Biehl was a National Institute of Mental Health postdoctoral fellow at Harvard University in the Department of Anthropology and the Department of Global Health & Social Medicine from 1998 to 2000.

==Career==
João Biehl has been a member of the Institute for Advanced Study, Princeton (2002–03 and 2005–06); and a visiting professor at the Ecole des Hautes Etudes, Paris (2004). He is currently the Susan Dod Brown Professor of Anthropology at Princeton where he teaches medical anthropology and courses on science, technology and society, cultural globalization, and social theory. He is also the Co-Director of the Program in Global Health and Health Policy and holds an Old Dominion Professorship in the Council of Humanities. Professor Biehl held the Harold Willis Dodds Presidential University Fellowship (2004–2006) and received the Presidential Distinguished Teaching Award in 2005. He is currently coordinating a research and teaching partnership between Princeton University and the University of São Paulo centered on global health and the anthropology of health and medicine, along with a collaborative network on "Race and Citizenship in the Americas." He has been on the executive committee of 4 programs at Princeton (the Program of Latin American Studies, the Center for the Study of Religion, the Community-Based Learning Initiative, and Examination and Standing) and was the Director of Graduate Studies in the Department of Anthropology from 2004-2005 and 2011-2012. Biehl was an Academic Adviser at Wilson College from 2004 to 2007, and has taught more than 20 undergraduate and graduate classes at Princeton since joining the faculty. He has also been a guest lecturer at more than 50 different universities around the world.

==Publications==
Biehl has written two books in English: Vita: Life in a Zone of Social Abandonment (University of California Press 2005) and Will to Live: AIDS Therapies and the Politics of Survival (Princeton University Press 2007). The books are ethnographic studies of the experience and treatment of mental illness and HIV/AIDS, respectively. Both Vita and Will to Live explore new geographies of access and marginalization that have emerged alongside pharmaceutical globalization.
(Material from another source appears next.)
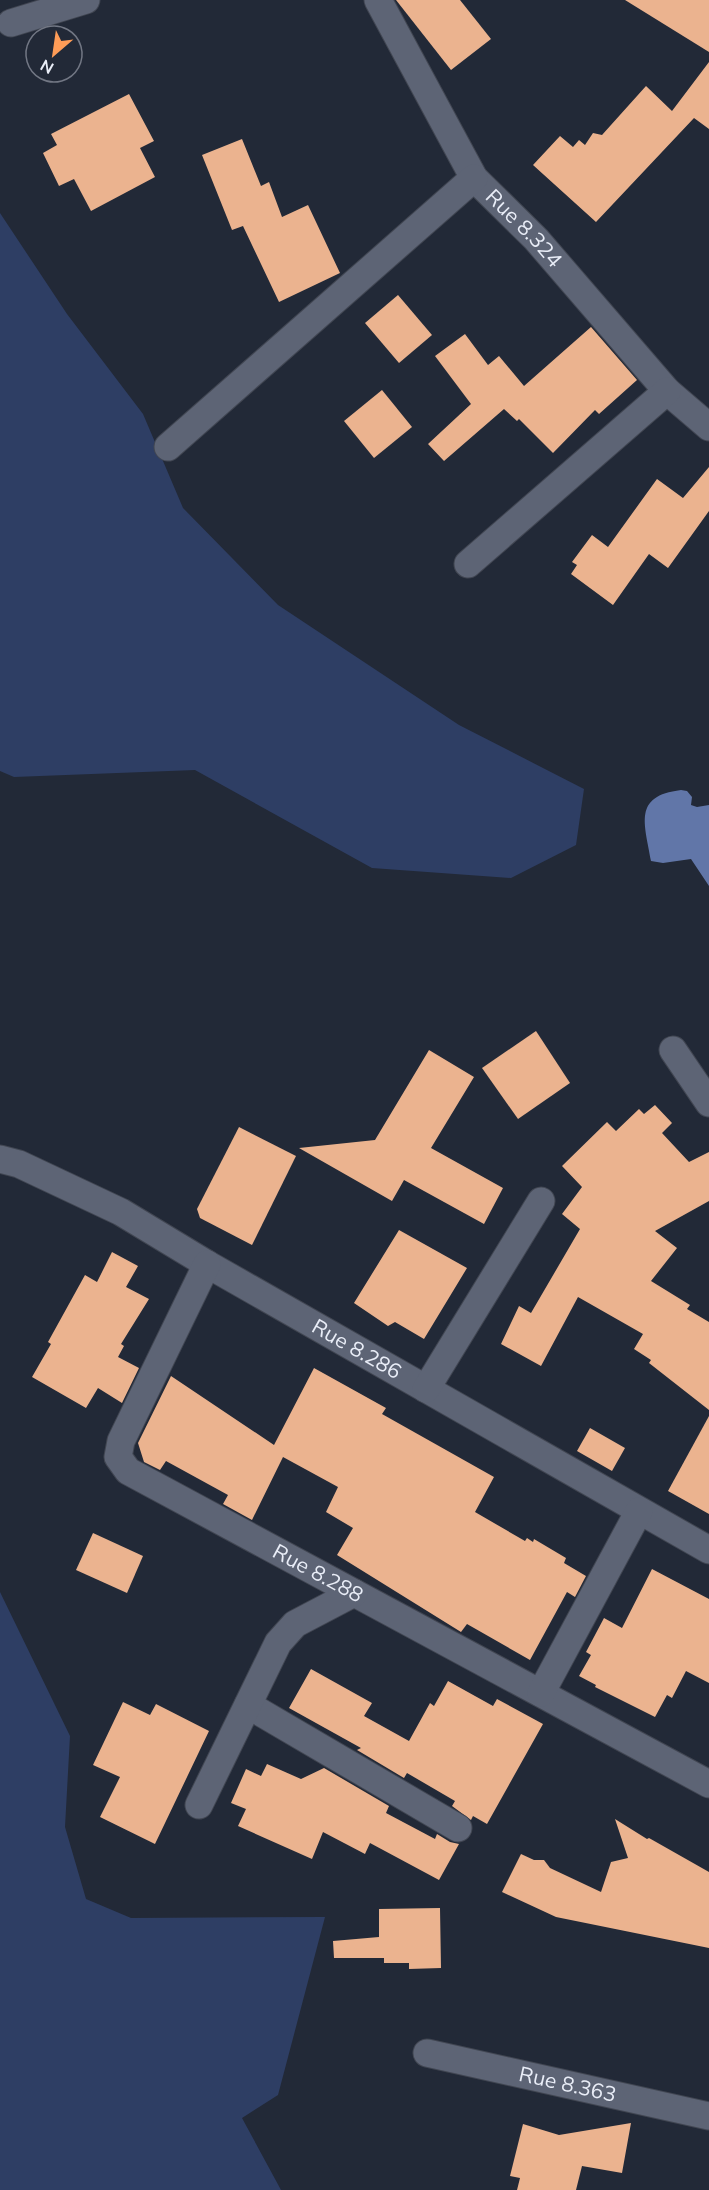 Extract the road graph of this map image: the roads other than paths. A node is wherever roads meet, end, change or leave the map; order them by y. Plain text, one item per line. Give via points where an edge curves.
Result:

They also elaborate on networks of care that poor urban patients create in their daily struggles to survive.
He has also written 4 books in Portuguese: "Entre as Montanhas" ("Between the Mountains") (Literalis, 2004), "Clandestino: No Cotidiano e na Teologia" ("Clandestine: Theology and Ordinary Life ") (Vozes/Sinodal, 1990), "Igual pra Igual: Um Diálogo Crítico entre a Teologia da Libertação e as Teologias Negra, Feminista e Pacifista" ("From Equal to Equal: A Critical Dialogue between Latin American
Liberation Theology and Black, Feminist and Pacifist Theologies") (Vozes/Sinodal, 1987) and "Tudo a Ver: Uma Viagem Sem Roteiros pela América do Sul" ("All to See: A Journey through South America") (Sinodal, 1987.)
Biehl is the co-editor of "When People Come First: Critical Studies in Global Health" (Princeton University Press) and Subjectivity: Ethnographic Investigations (University of California Press 2007) and of the book series "Critical Global Health" (Duke University Press.) He is writing the history of a fratricidal war—the Mucker war—that took place among German immigrants in 1874 in southern Brazil. His ethnographic research focuses on domestic crimes and the monetarization of kinship ties in that region.
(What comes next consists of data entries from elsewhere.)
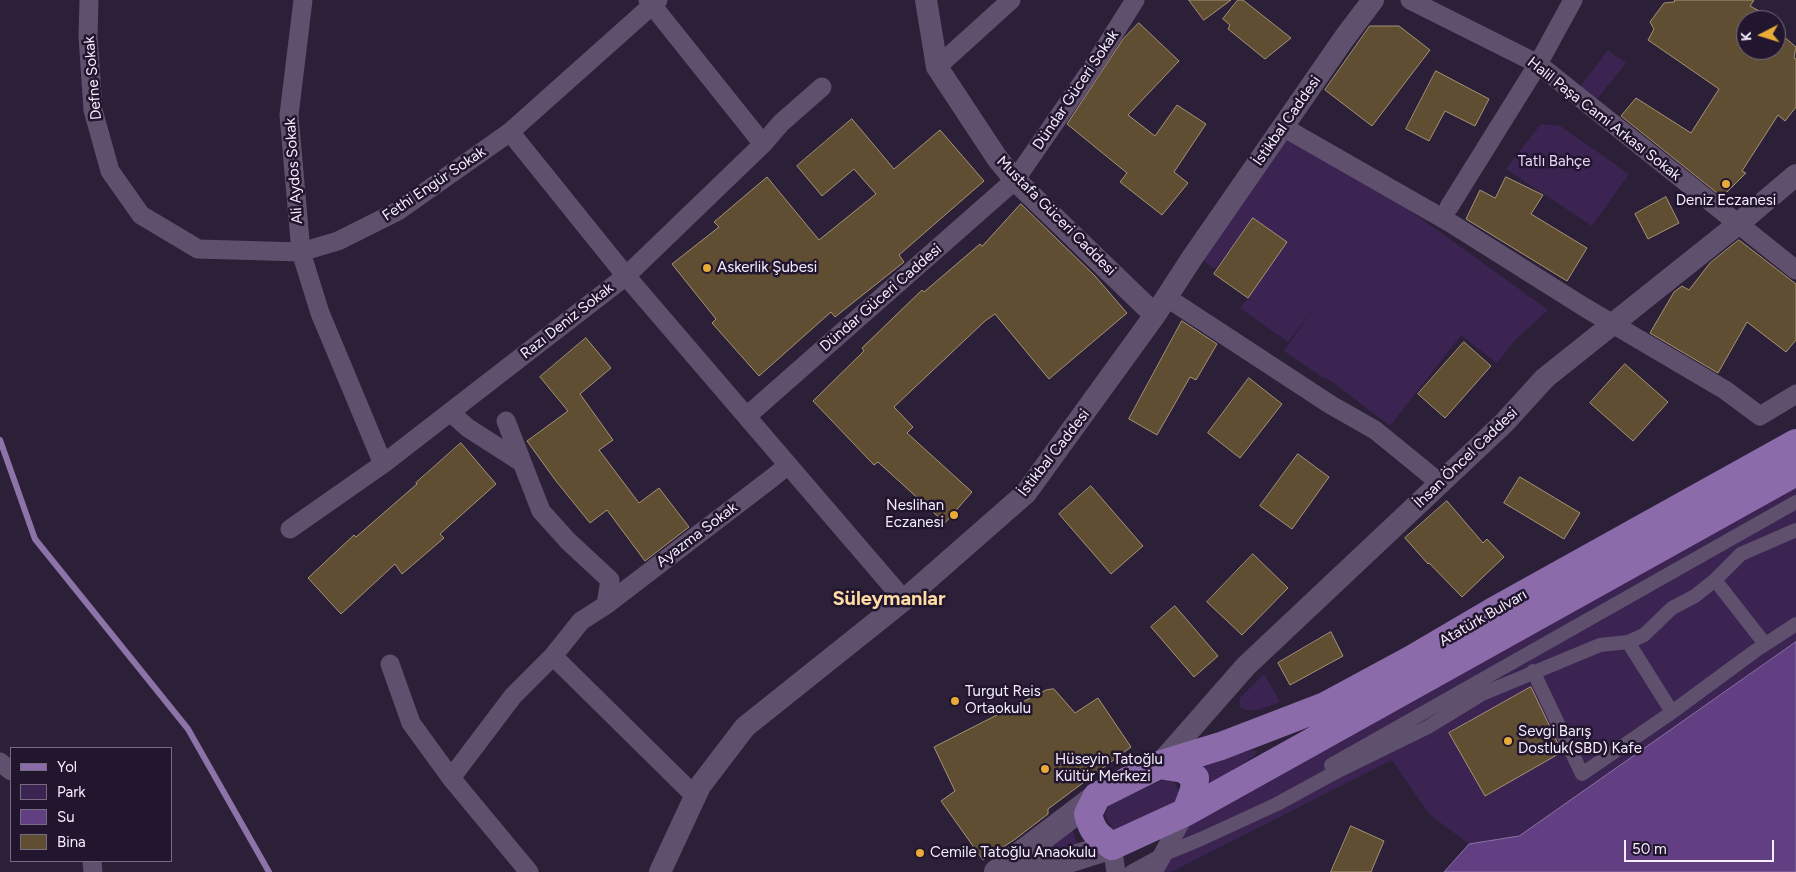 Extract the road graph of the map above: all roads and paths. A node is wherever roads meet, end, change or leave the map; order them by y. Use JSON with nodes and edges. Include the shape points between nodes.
{"nodes":[{"id":1,"x":88,"y":0,"type":"edge"},
{"id":2,"x":303,"y":0,"type":"edge"},
{"id":3,"x":926,"y":0,"type":"edge"},
{"id":4,"x":1011,"y":0,"type":"edge"},
{"id":5,"x":1135,"y":0,"type":"edge"},
{"id":6,"x":1410,"y":0,"type":"edge"},
{"id":7,"x":1573,"y":0,"type":"edge"},
{"id":8,"x":1371,"y":1,"type":"edge"},
{"id":9,"x":653,"y":2,"type":"edge"},
{"id":10,"x":1538,"y":64,"type":"junction"},
{"id":11,"x":937,"y":67,"type":"junction"},
{"id":12,"x":822,"y":87,"type":"dead end"},
{"id":13,"x":1283,"y":127,"type":"junction"},
{"id":14,"x":510,"y":132,"type":"junction"},
{"id":15,"x":763,"y":144,"type":"junction"},
{"id":16,"x":1796,"y":175,"type":"edge"},
{"id":17,"x":1015,"y":180,"type":"junction"},
{"id":18,"x":1449,"y":207,"type":"dead end"},
{"id":19,"x":1738,"y":224,"type":"junction"},
{"id":20,"x":301,"y":252,"type":"junction"},
{"id":21,"x":1796,"y":270,"type":"edge"},
{"id":22,"x":626,"y":276,"type":"junction"},
{"id":23,"x":1161,"y":306,"type":"junction"},
{"id":24,"x":1613,"y":324,"type":"junction"},
{"id":25,"x":1796,"y":394,"type":"edge"},
{"id":26,"x":450,"y":412,"type":"junction"},
{"id":27,"x":747,"y":416,"type":"junction"},
{"id":28,"x":506,"y":421,"type":"dead end"},
{"id":29,"x":1796,"y":443,"type":"edge"},
{"id":30,"x":520,"y":462,"type":"junction"},
{"id":31,"x":383,"y":464,"type":"junction"},
{"id":32,"x":788,"y":464,"type":"junction"},
{"id":33,"x":1796,"y":472,"type":"edge"},
{"id":34,"x":1440,"y":484,"type":"junction"},
{"id":35,"x":1796,"y":502,"type":"edge"},
{"id":36,"x":290,"y":530,"type":"dead end"},
{"id":37,"x":1796,"y":530,"type":"edge"},
{"id":38,"x":1715,"y":580,"type":"junction"},
{"id":39,"x":904,"y":600,"type":"junction"},
{"id":40,"x":606,"y":605,"type":"junction"},
{"id":41,"x":1796,"y":624,"type":"edge"},
{"id":42,"x":1628,"y":642,"type":"junction"},
{"id":43,"x":1765,"y":644,"type":"junction"},
{"id":44,"x":553,"y":656,"type":"junction"},
{"id":45,"x":390,"y":664,"type":"dead end"},
{"id":46,"x":1534,"y":671,"type":"junction"},
{"id":47,"x":1672,"y":712,"type":"junction"},
{"id":48,"x":0,"y":762,"type":"edge"},
{"id":49,"x":1159,"y":765,"type":"junction"},
{"id":50,"x":10,"y":770,"type":"edge"},
{"id":51,"x":451,"y":778,"type":"junction"},
{"id":52,"x":695,"y":796,"type":"junction"},
{"id":53,"x":1097,"y":796,"type":"junction"},
{"id":54,"x":1186,"y":812,"type":"junction"},
{"id":55,"x":1168,"y":853,"type":"junction"},
{"id":56,"x":1114,"y":859,"type":"edge"},
{"id":57,"x":529,"y":872,"type":"edge"},
{"id":58,"x":660,"y":872,"type":"edge"},
{"id":59,"x":997,"y":872,"type":"edge"},
{"id":60,"x":1032,"y":872,"type":"edge"},
{"id":61,"x":1131,"y":872,"type":"edge"},
{"id":62,"x":1151,"y":872,"type":"edge"}],
"edges":[{"from":1,"to":20,"type":"street","name":"Defne Sokak","via":[[93,110],[110,171],[142,215],[198,249]]},
{"from":2,"to":20,"type":"street","name":"Ali Aydos Sokak","via":[[289,115]]},
{"from":3,"to":11,"type":"street","name":"Mustafa Güceri Caddesi"},
{"from":4,"to":11,"type":"street"},
{"from":5,"to":17,"type":"street","name":"Dündar Güceri Sokak"},
{"from":6,"to":10,"type":"street","name":"Halil Paşa Cami Arkası Sokak"},
{"from":7,"to":10,"type":"street"},
{"from":8,"to":13,"type":"street","name":"İstikbal Caddesi"},
{"from":9,"to":14,"type":"street","name":"Fethi Engür Sokak"},
{"from":9,"to":15,"type":"street"},
{"from":10,"to":18,"type":"street"},
{"from":10,"to":19,"type":"street","name":"Halil Paşa Cami Arkası Sokak"},
{"from":11,"to":17,"type":"street","name":"Mustafa Güceri Caddesi"},
{"from":12,"to":15,"type":"street","name":"Razı Deniz Sokak","via":[[780,123]]},
{"from":13,"to":23,"type":"street","name":"İstikbal Caddesi"},
{"from":13,"to":24,"type":"street","via":[[1449,222]]},
{"from":14,"to":20,"type":"street","name":"Fethi Engür Sokak","via":[[398,211],[338,241]]},
{"from":14,"to":22,"type":"street"},
{"from":15,"to":22,"type":"street","name":"Razı Deniz Sokak"},
{"from":16,"to":19,"type":"street","name":"İhsan Öncel Caddesi"},
{"from":17,"to":23,"type":"street","name":"Mustafa Güceri Caddesi"},
{"from":17,"to":27,"type":"street","name":"Dündar Güceri Caddesi"},
{"from":19,"to":21,"type":"street","name":"Halil Paşa Cami Arkası Sokak"},
{"from":19,"to":24,"type":"street","name":"İhsan Öncel Caddesi"},
{"from":20,"to":31,"type":"street","name":"Ali Aydos Sokak","via":[[320,313]]},
{"from":22,"to":26,"type":"street","name":"Razı Deniz Sokak"},
{"from":22,"to":27,"type":"street"},
{"from":23,"to":34,"type":"street","via":[[1375,430]]},
{"from":23,"to":39,"type":"street","name":"İstikbal Caddesi","via":[[1026,493]]},
{"from":24,"to":25,"type":"street","via":[[1725,390],[1760,416]]},
{"from":24,"to":34,"type":"street","name":"İhsan Öncel Caddesi","via":[[1544,378],[1504,423]]},
{"from":26,"to":30,"type":"street","via":[[468,428]]},
{"from":26,"to":31,"type":"street","name":"Razı Deniz Sokak"},
{"from":27,"to":32,"type":"street"},
{"from":28,"to":30,"type":"street"},
{"from":29,"to":49,"type":"main road","name":"Atatürk Bulvarı","via":[[1325,706],[1221,746]]},
{"from":30,"to":40,"type":"street","via":[[540,511],[610,580]]},
{"from":31,"to":36,"type":"street","name":"Razı Deniz Sokak"},
{"from":32,"to":39,"type":"street"},
{"from":32,"to":40,"type":"street","name":"Ayazma Sokak"},
{"from":33,"to":54,"type":"main road","name":"Atatürk Bulvarı"},
{"from":34,"to":49,"type":"street","name":"İhsan Öncel Caddesi","via":[[1246,666]]},
{"from":35,"to":55,"type":"street","via":[[1330,766]]},
{"from":37,"to":38,"type":"street","via":[[1741,554]]},
{"from":38,"to":42,"type":"street","via":[[1672,608],[1644,635]]},
{"from":38,"to":43,"type":"street"},
{"from":39,"to":52,"type":"street","name":"İstikbal Caddesi","via":[[745,727]]},
{"from":40,"to":44,"type":"street","name":"Ayazma Sokak","via":[[581,621]]},
{"from":41,"to":43,"type":"street"},
{"from":42,"to":46,"type":"street","via":[[1600,644]]},
{"from":42,"to":47,"type":"street"},
{"from":43,"to":47,"type":"street"},
{"from":44,"to":51,"type":"street","name":"Ayazma Sokak","via":[[513,696]]},
{"from":44,"to":52,"type":"street"},
{"from":45,"to":51,"type":"street","via":[[410,723]]},
{"from":46,"to":47,"type":"street","via":[[1582,774]]},
{"from":46,"to":55,"type":"street","via":[[1482,694],[1428,727],[1277,804]]},
{"from":48,"to":50,"type":"street"},
{"from":49,"to":53,"type":"main road","name":"Atatürk Bulvarı"},
{"from":49,"to":54,"type":"main road","via":[[1184,769],[1195,778]]},
{"from":51,"to":57,"type":"street"},
{"from":52,"to":58,"type":"street","name":"İstikbal Caddesi"},
{"from":53,"to":56,"type":"main road","via":[[1088,814],[1090,824]]},
{"from":53,"to":59,"type":"main road"},
{"from":54,"to":55,"type":"street"},
{"from":54,"to":56,"type":"main road","name":"Atatürk Bulvarı"},
{"from":55,"to":61,"type":"street"},
{"from":55,"to":62,"type":"street"},
{"from":56,"to":60,"type":"main road"}]}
His work has been published in American Ethnologist; Culture, Medicine, and Psychiatry; Journal of Latin American Cultural Studies; Public Culture; and Social Text.

==Awards==
"Vita" garnered six major book awards, including the Margaret Mead Award of the American Anthropological Association. "Will to Live" received the Wellcome Medal of Britain's Royal Anthropological Society and the Diana Forsythe Prize of the American Anthropological Association. Biehl received Princeton University's Presidential Distinguished Teaching Award in 2005 and the Graduate Mentoring Award in 2012. His research has been supported by grants from the John Simon Guggenheim Memorial Foundation, the John D. and Catherine T. MacArthur Foundation, the Wenner-Gren Foundation, the Ford Foundation, Princeton's Health Grand Challenges Initiative, and Princeton's Council of International Teaching and Research Foundation.